WHAT IS NEEDED: Write out every entry exactly as it appears.
Segment Start: DATA TO EXAMINE
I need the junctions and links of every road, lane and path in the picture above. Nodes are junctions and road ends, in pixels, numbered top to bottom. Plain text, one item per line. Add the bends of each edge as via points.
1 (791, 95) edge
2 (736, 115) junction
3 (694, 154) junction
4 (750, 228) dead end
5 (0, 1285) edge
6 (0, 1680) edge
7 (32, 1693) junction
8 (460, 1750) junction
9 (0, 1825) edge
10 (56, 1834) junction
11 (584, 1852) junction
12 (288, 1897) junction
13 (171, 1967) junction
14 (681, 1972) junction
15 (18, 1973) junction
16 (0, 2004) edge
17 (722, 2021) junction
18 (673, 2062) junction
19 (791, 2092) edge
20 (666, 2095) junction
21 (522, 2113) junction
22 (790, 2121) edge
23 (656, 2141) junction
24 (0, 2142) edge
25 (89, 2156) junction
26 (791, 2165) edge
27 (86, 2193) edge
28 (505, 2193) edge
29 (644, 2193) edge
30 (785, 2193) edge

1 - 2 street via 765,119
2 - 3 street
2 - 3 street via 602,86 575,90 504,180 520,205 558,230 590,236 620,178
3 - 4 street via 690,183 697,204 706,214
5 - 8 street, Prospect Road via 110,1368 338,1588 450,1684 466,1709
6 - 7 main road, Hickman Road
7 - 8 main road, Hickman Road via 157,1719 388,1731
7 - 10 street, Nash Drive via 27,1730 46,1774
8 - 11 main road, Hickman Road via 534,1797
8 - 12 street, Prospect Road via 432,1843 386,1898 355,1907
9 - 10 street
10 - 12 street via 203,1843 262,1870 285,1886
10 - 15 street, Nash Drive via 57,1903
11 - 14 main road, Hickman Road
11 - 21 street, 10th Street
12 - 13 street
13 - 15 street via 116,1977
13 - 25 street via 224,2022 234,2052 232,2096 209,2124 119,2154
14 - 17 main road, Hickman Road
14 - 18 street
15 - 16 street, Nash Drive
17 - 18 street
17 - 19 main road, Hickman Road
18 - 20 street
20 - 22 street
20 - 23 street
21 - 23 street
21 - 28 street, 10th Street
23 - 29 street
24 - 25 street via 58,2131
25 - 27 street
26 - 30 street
Segment End: DATA TO EXAMINE
ANSWER BOX:
I need the junctions and links of every road, lane and path in the picture above. Nodes are junctions and road ends, in pixels, numbered top to bottom. Plain text, one item per line. Add the bends of each edge as via points.
1 (791, 95) edge
2 (736, 115) junction
3 (694, 154) junction
4 (750, 228) dead end
5 (0, 1285) edge
6 (0, 1680) edge
7 (32, 1693) junction
8 (460, 1750) junction
9 (0, 1825) edge
10 (56, 1834) junction
11 (584, 1852) junction
12 (288, 1897) junction
13 (171, 1967) junction
14 (681, 1972) junction
15 (18, 1973) junction
16 (0, 2004) edge
17 (722, 2021) junction
18 (673, 2062) junction
19 (791, 2092) edge
20 (666, 2095) junction
21 (522, 2113) junction
22 (790, 2121) edge
23 (656, 2141) junction
24 (0, 2142) edge
25 (89, 2156) junction
26 (791, 2165) edge
27 (86, 2193) edge
28 (505, 2193) edge
29 (644, 2193) edge
30 (785, 2193) edge

1 - 2 street via 765,119
2 - 3 street
2 - 3 street via 602,86 575,90 504,180 520,205 558,230 590,236 620,178
3 - 4 street via 690,183 697,204 706,214
5 - 8 street, Prospect Road via 110,1368 338,1588 450,1684 466,1709
6 - 7 main road, Hickman Road
7 - 8 main road, Hickman Road via 157,1719 388,1731
7 - 10 street, Nash Drive via 27,1730 46,1774
8 - 11 main road, Hickman Road via 534,1797
8 - 12 street, Prospect Road via 432,1843 386,1898 355,1907
9 - 10 street
10 - 12 street via 203,1843 262,1870 285,1886
10 - 15 street, Nash Drive via 57,1903
11 - 14 main road, Hickman Road
11 - 21 street, 10th Street
12 - 13 street
13 - 15 street via 116,1977
13 - 25 street via 224,2022 234,2052 232,2096 209,2124 119,2154
14 - 17 main road, Hickman Road
14 - 18 street
15 - 16 street, Nash Drive
17 - 18 street
17 - 19 main road, Hickman Road
18 - 20 street
20 - 22 street
20 - 23 street
21 - 23 street
21 - 28 street, 10th Street
23 - 29 street
24 - 25 street via 58,2131
25 - 27 street
26 - 30 street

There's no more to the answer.